Another man, Stewart Robertson, 51, of St Aubyns Road, Fishersgate, has pleaded not guilty to preventing the lawful burial of a body, a crime Gale himself admitted to yesterday.
Prosecutors say human remains identified as Mr Manning were discovered last year near Hampshire Hill, Slaugham, more than 20 miles away and two years after he was last seen on Saturday, April 19, 2014.
In his opening statement, prosecutor Duncan Atkinson QC told the jury how Gale claimed in previous statements he had driven Mr Manning to Worthing train station on the day he disappeared.
However, referring to data from mobile phone towers in the area, he told the court that ‘Mr Manning’s telephone did not enter the Worthing area’.
He also referred to the testimony of Gale’s ex-wife Chloe Birchley, to whom he was married at the time of the disappearence.
Mr Atkinson told jurors Gale had spoken to her about Mr Manning’s disappearence the next day, Sunday, April 20.
“I had something to do with it.

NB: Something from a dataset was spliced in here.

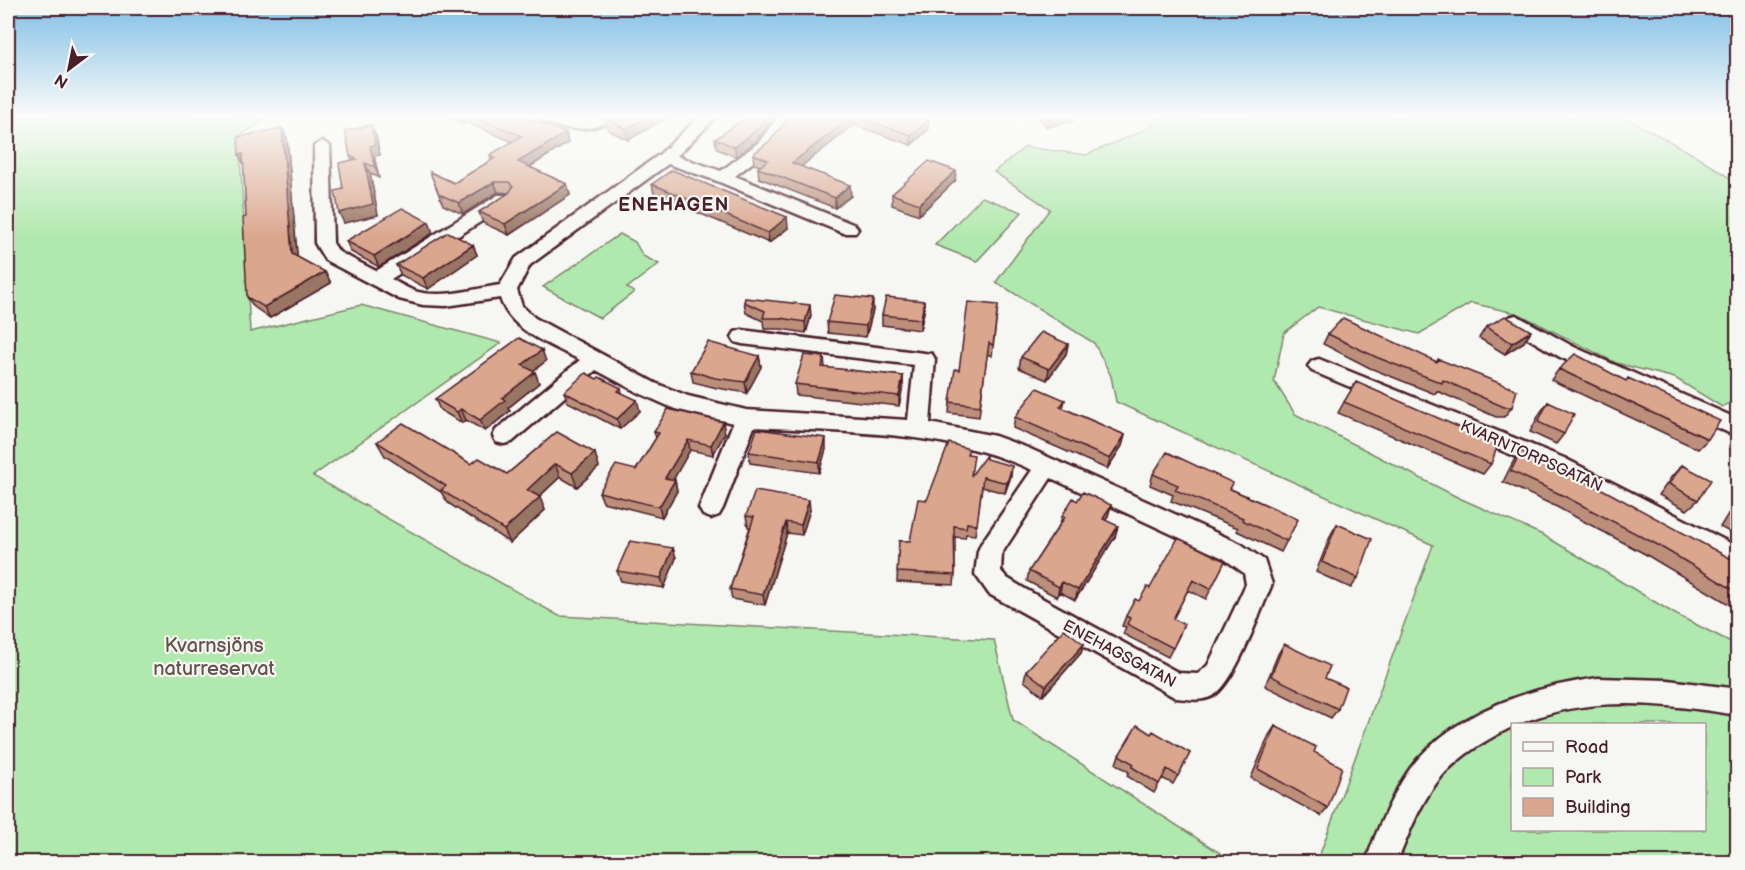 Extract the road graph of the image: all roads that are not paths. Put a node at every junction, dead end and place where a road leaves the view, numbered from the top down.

I did it,” Gale told Ms Birchley, according to her statement, parts of which were read out in court by the prosecution.
The next month, while on a family holiday at Camber Sands, Gale told Ms Birchley more about what had happened, Mr Atkinson said.
Gale whisphered to her that he had owed Mr Manning £20,000 and had been supposed to pay him back on the Saturday, but didn’t have the money, she said in her statement, according to the prosecution.
Mr Atkinson told the court that Gale admitted to his wife that he had an argument with Mr Manning and ‘hit him over the head’.
The prosecution quoted Gale as telling Ms Birchley: “If you are going to do something you had better do it properly. I had to finish him off.”
The trial, which is expected to last four weeks, continues.